III.             KESIMPULAN
Iintisari tasawuf terdahulu yaitu membangun jalan bebas hambatan menuju Allah sehingga ia dapat bertatap muka dengan yang Al-Haqq. Lintasan yang ditempuh menempuh beberapa tahap dan berujung pada pengalaman spiritual yang adi dan asri, yang memungkinkan seseorang memperoleh pengetahuan yang memiliki tingkatan kebenaran mutlak, karena diperoleh langsung dari Yang Maha Benar. Oleh karena itu keinginan yang berlebihan itu menyebabkan mereka menempatkan syari’ah dibawah kendali sufisme, sebab menurut konsepsi ini, untuk dapat sampai pada tingkat “al-kasyf”, hanya dapat ditempuh melalui kontemplasi dengan aturan dan perangkat amalan yang menuntut”kebebasan” dari hukum formal syari’at.
Neo-sufisme merupakan pembaharuan tasawuf, yang mampu menyeimbangi antara aspek spiritual dengan masyarakat. Yang mempunyai ide memperpanjang harapan terciptanya kehidupan yang seutuhnya.




















DAFTAR PUSTAKA

Siregar,Rivay. Tasawuf Dari Sufisme Klasik Ke Neo-Sufisme. Jakarta:Raja Grafindo Persada,2002.
Ali,Yunasril. Sufisme dan Pluralisme.Jakarta: PT Elex Media Komputindo,2012.
Rifa’i, Bachrun dan Hasan Mud’is.Filsafat Tasawuf.Bandung: CV Pustaka Setia, 2010.
Rozak, Abdul. Filsafat Tasawuf. Bandung : CV PUSTAKA SETIA, 2010.

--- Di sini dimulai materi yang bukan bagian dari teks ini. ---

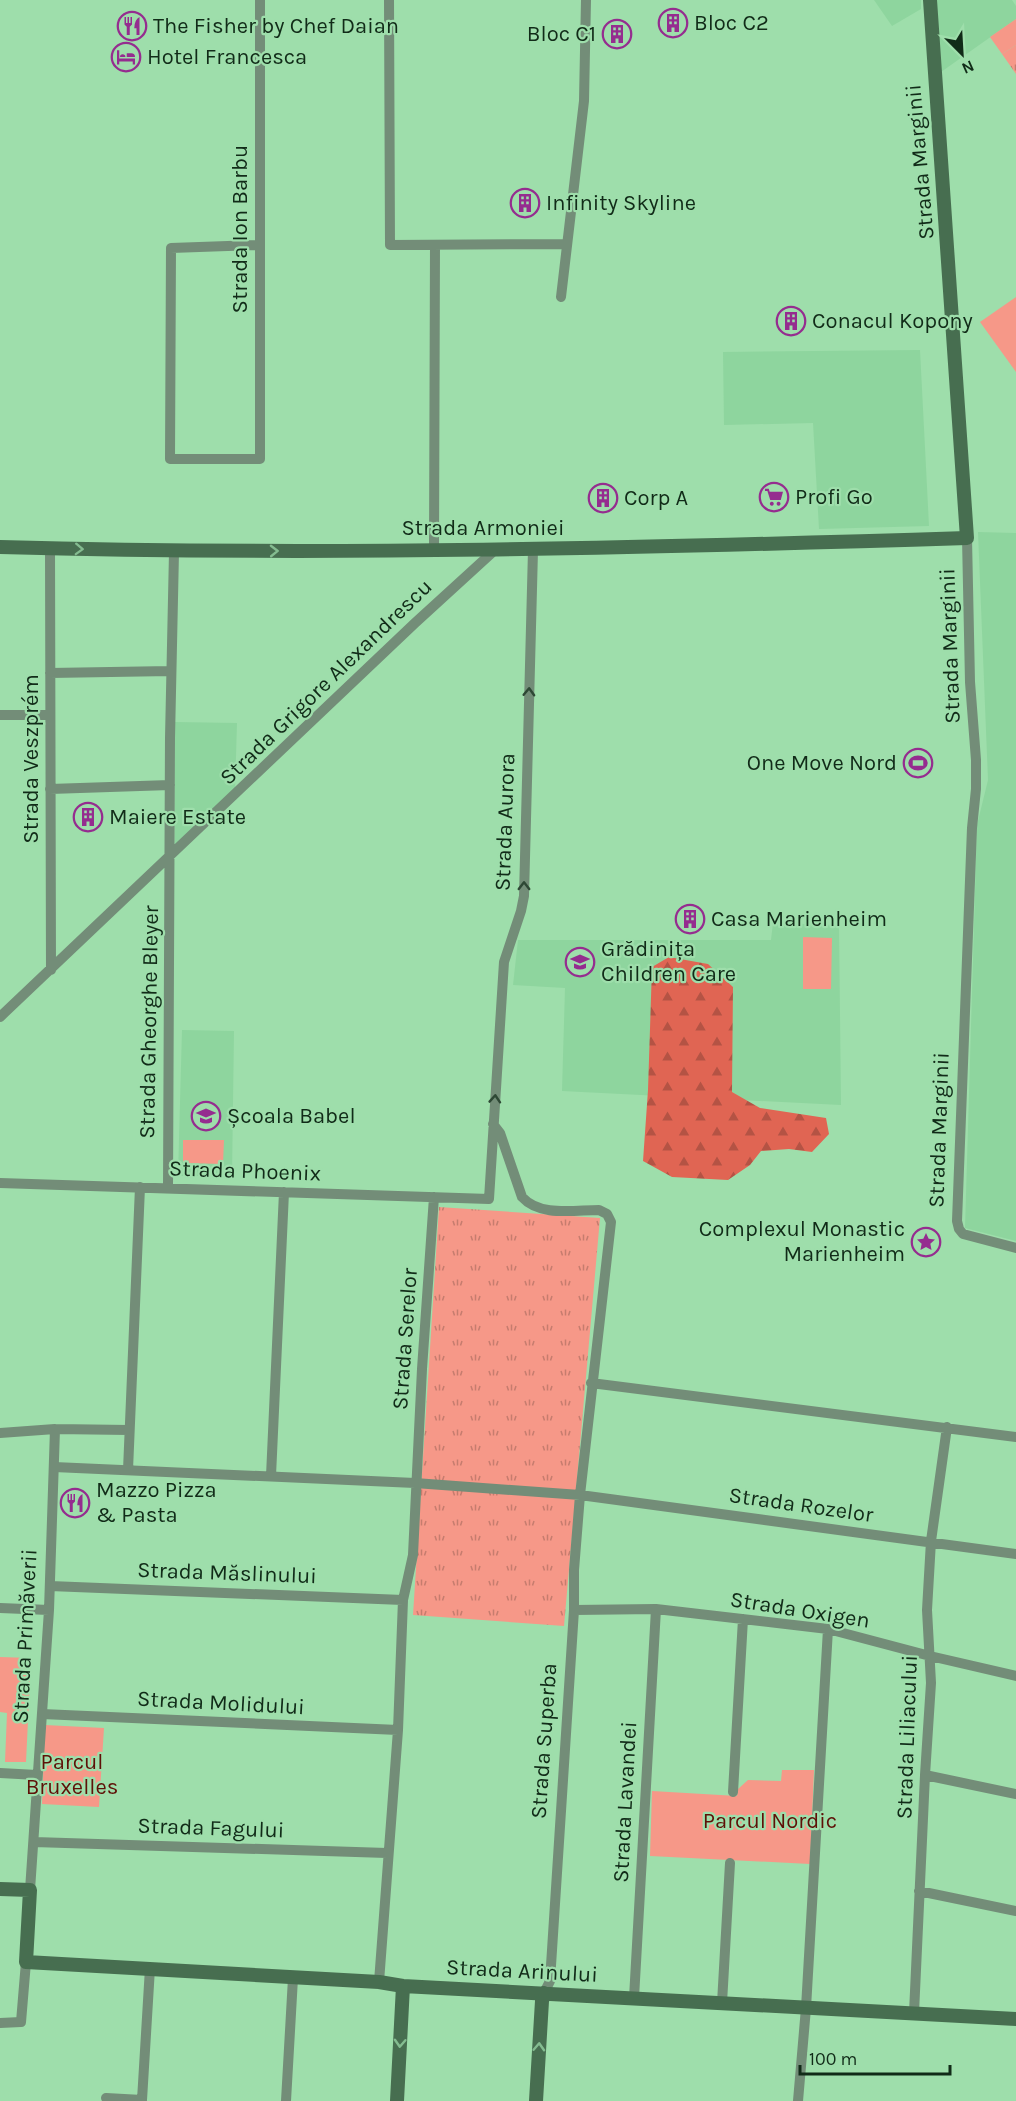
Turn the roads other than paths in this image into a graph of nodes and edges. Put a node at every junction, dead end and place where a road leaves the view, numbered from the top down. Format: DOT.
graph roads {
  1 [pos="260,0"];
  2 [pos="389,0"];
  3 [pos="586,0"];
  4 [pos="930,0"];
  5 [pos="567,244"];
  6 [pos="259,245"];
  7 [pos="435,245"];
  8 [pos="561,297"];
  9 [pos="967,538"];
  10 [pos="0,547"];
  11 [pos="50,548"];
  12 [pos="434,549"];
  13 [pos="496,549"];
  14 [pos="533,550"];
  15 [pos="174,552"];
  16 [pos="171,671"];
  17 [pos="50,673"];
  18 [pos="0,715"];
  19 [pos="50,715"];
  20 [pos="170,785"];
  21 [pos="50,789"];
  22 [pos="170,856"];
  23 [pos="51,970"];
  24 [pos="0,1017"];
  25 [pos="493,1124"];
  26 [pos="0,1183"];
  27 [pos="140,1187"];
  28 [pos="168,1188"];
  29 [pos="284,1192"];
  30 [pos="434,1197"];
  31 [pos="489,1199"];
  32 [pos="1016,1248"];
  33 [pos="591,1383"];
  34 [pos="947,1427"];
  35 [pos="56,1429"];
  36 [pos="129,1430"];
  37 [pos="0,1433"];
  38 [pos="1016,1437"];
  39 [pos="54,1467"];
  40 [pos="128,1470"];
  41 [pos="271,1476"];
  42 [pos="415,1483"];
  43 [pos="580,1495"];
  44 [pos="931,1541"];
  45 [pos="1016,1554"];
  46 [pos="50,1586"];
  47 [pos="403,1600"];
  48 [pos="0,1608"];
  49 [pos="656,1609"];
  50 [pos="49,1610"];
  51 [pos="574,1610"];
  52 [pos="743,1619"];
  53 [pos="828,1629"];
  54 [pos="930,1656"];
  55 [pos="1016,1676"];
  56 [pos="42,1714"];
  57 [pos="398,1730"];
  58 [pos="0,1773"];
  59 [pos="37,1775"];
  60 [pos="925,1775"];
  61 [pos="733,1792"];
  62 [pos="1016,1794"];
  63 [pos="34,1842"];
  64 [pos="387,1853"];
  65 [pos="730,1863"];
  66 [pos="0,1889"];
  67 [pos="30,1890"];
  68 [pos="920,1891"];
  69 [pos="1016,1911"];
  70 [pos="26,1962"];
  71 [pos="150,1968"];
  72 [pos="293,1978"];
  73 [pos="379,1982"];
  74 [pos="403,1986"];
  75 [pos="544,1993"];
  76 [pos="634,1998"];
  77 [pos="722,2004"];
  78 [pos="806,2008"];
  79 [pos="914,2013"];
  80 [pos="1016,2019"];
  81 [pos="0,2023"];
  82 [pos="106,2098"];
  83 [pos="286,2101"];
  84 [pos="397,2101"];
  85 [pos="536,2101"];
  86 [pos="798,2101"];
  1 -- 6 [label="street, Strada Ion Barbu"];
  2 -- 7 [label="street"];
  3 -- 5 [label="street"];
  4 -- 9 [label="street, Strada Marginii"];
  5 -- 7 [label="street"];
  5 -- 8 [label="street"];
  6 -- 6 [label="street, Strada Ion Barbu"];
  7 -- 12 [label="street"];
  9 -- 14 [label="street, Strada Armoniei"];
  9 -- 32 [label="street, Strada Marginii"];
  10 -- 11 [label="street, Strada Armoniei"];
  11 -- 15 [label="street, Strada Armoniei, one-way"];
  11 -- 17 [label="street, Strada Veszprém"];
  12 -- 13 [label="street, Strada Armoniei"];
  15 -- 12 [label="street, Strada Armoniei, one-way"];
  13 -- 14 [label="street, Strada Armoniei"];
  13 -- 22 [label="street, Strada Grigore Alexandrescu"];
  25 -- 14 [label="street, Strada Aurora, one-way"];
  15 -- 16 [label="street, Strada Gheorghe Bleyer"];
  16 -- 17 [label="street"];
  16 -- 20 [label="street, Strada Gheorghe Bleyer"];
  17 -- 19 [label="street, Strada Veszprém"];
  18 -- 19 [label="street"];
  19 -- 21 [label="street, Strada Veszprém"];
  20 -- 21 [label="street"];
  20 -- 22 [label="street, Strada Gheorghe Bleyer"];
  21 -- 23 [label="street, Strada Veszprém"];
  22 -- 23 [label="street, Strada Grigore Alexandrescu"];
  22 -- 28 [label="street, Strada Gheorghe Bleyer"];
  23 -- 24 [label="street, Strada Grigore Alexandrescu"];
  25 -- 31 [label="street, Strada Aurora"];
  25 -- 33 [label="street, Strada Superba"];
  26 -- 27 [label="street, Strada Phoenix"];
  27 -- 28 [label="street, Strada Phoenix"];
  27 -- 36 [label="street"];
  28 -- 29 [label="street, Strada Phoenix"];
  29 -- 30 [label="street, Strada Phoenix"];
  29 -- 41 [label="street"];
  30 -- 31 [label="street, Strada Phoenix"];
  30 -- 42 [label="street, Strada Serelor"];
  33 -- 34 [label="street"];
  33 -- 43 [label="street, Strada Superba"];
  34 -- 38 [label="street"];
  34 -- 44 [label="street, Strada Liliacului"];
  35 -- 36 [label="street"];
  35 -- 37 [label="street"];
  35 -- 39 [label="street, Strada Primăverii"];
  36 -- 40 [label="street"];
  39 -- 40 [label="street"];
  39 -- 46 [label="street, Strada Primăverii"];
  40 -- 41 [label="street"];
  41 -- 42 [label="street"];
  42 -- 43 [label="street, Strada Rozelor"];
  42 -- 47 [label="street, Strada Serelor"];
  43 -- 44 [label="street, Strada Rozelor"];
  43 -- 51 [label="street, Strada Superba"];
  44 -- 45 [label="street, Strada Rozelor"];
  44 -- 54 [label="street, Strada Liliacului"];
  46 -- 47 [label="street, Strada Măslinului"];
  46 -- 50 [label="street, Strada Primăverii"];
  47 -- 57 [label="street, Strada Serelor"];
  48 -- 50 [label="street"];
  49 -- 51 [label="street, Strada Oxigen"];
  49 -- 52 [label="street, Strada Oxigen"];
  49 -- 76 [label="street, Strada Lavandei"];
  50 -- 56 [label="street, Strada Primăverii"];
  51 -- 75 [label="street, Strada Superba"];
  52 -- 53 [label="street, Strada Oxigen"];
  52 -- 61 [label="street"];
  53 -- 54 [label="street, Strada Oxigen"];
  53 -- 78 [label="street"];
  54 -- 55 [label="street, Strada Oxigen"];
  54 -- 60 [label="street, Strada Liliacului"];
  56 -- 57 [label="street, Strada Molidului"];
  56 -- 59 [label="street, Strada Primăverii"];
  57 -- 64 [label="street, Strada Serelor"];
  58 -- 59 [label="street"];
  59 -- 63 [label="street, Strada Primăverii"];
  60 -- 62 [label="street"];
  60 -- 68 [label="street, Strada Liliacului"];
  63 -- 64 [label="street, Strada Fagului"];
  63 -- 67 [label="street, Strada Primăverii"];
  64 -- 73 [label="street, Strada Serelor"];
  65 -- 77 [label="street"];
  66 -- 67 [label="street"];
  67 -- 70 [label="street, Strada Primăverii"];
  68 -- 69 [label="street"];
  68 -- 79 [label="street, Strada Liliacului"];
  70 -- 71 [label="street, Strada Arinului"];
  70 -- 81 [label="street, Strada Primăverii"];
  71 -- 72 [label="street, Strada Arinului"];
  71 -- 82 [label="street"];
  72 -- 73 [label="street, Strada Arinului"];
  72 -- 83 [label="street"];
  73 -- 74 [label="street, Strada Arinului"];
  74 -- 75 [label="street, Strada Arinului"];
  74 -- 84 [label="street, one-way"];
  75 -- 76 [label="street, Strada Arinului"];
  85 -- 75 [label="street, Strada Superba, one-way"];
  76 -- 77 [label="street, Strada Arinului"];
  77 -- 78 [label="street, Strada Arinului"];
  78 -- 79 [label="street, Strada Arinului"];
  78 -- 86 [label="street"];
  79 -- 80 [label="street, Strada Arinului"];
}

[1] Rivay Siregar,Tasawuf Dari Sufisme Klasik Ke Neo-Sufisme(Jakarta:Raja Grafindo Persada,2002),309.
[2] Yunasril Ali,Sufisme dan Pluralisme(Jakarta: PT Elex Media Komputindo,2012),264.
[3]Rifay Siregar, Tasawuf Dari Sufisme Klasik Ke Neo-Sufisme.,314
[4] Ibid.,312
[5] Ibid.,314
[6] Ibid.,316
[7] ibid.,318
[8] Bachrun Rifa’i,Hasan Mud’is,Filsafat Tasawuf,(Bandung: CV Pustaka Setia, 2010),312.
[9] Yunasril Ali,Sufisme dan Pluralisme(Jakarta: PT Elex Media Komputindo,2012),264.
[10] Abdul Rozak, Filsafat Tasawuf,) Bandung : CV PUSTAKA SETIA, 2010(,313.
[11] Ibid.,314
[12] Abdul Rozak, Filsafat Tasawuf.,313.
[13] Rifay Siregar, Tasawuf Dari Sufisme Klasik Ke Neo-Sufisme.,320-322.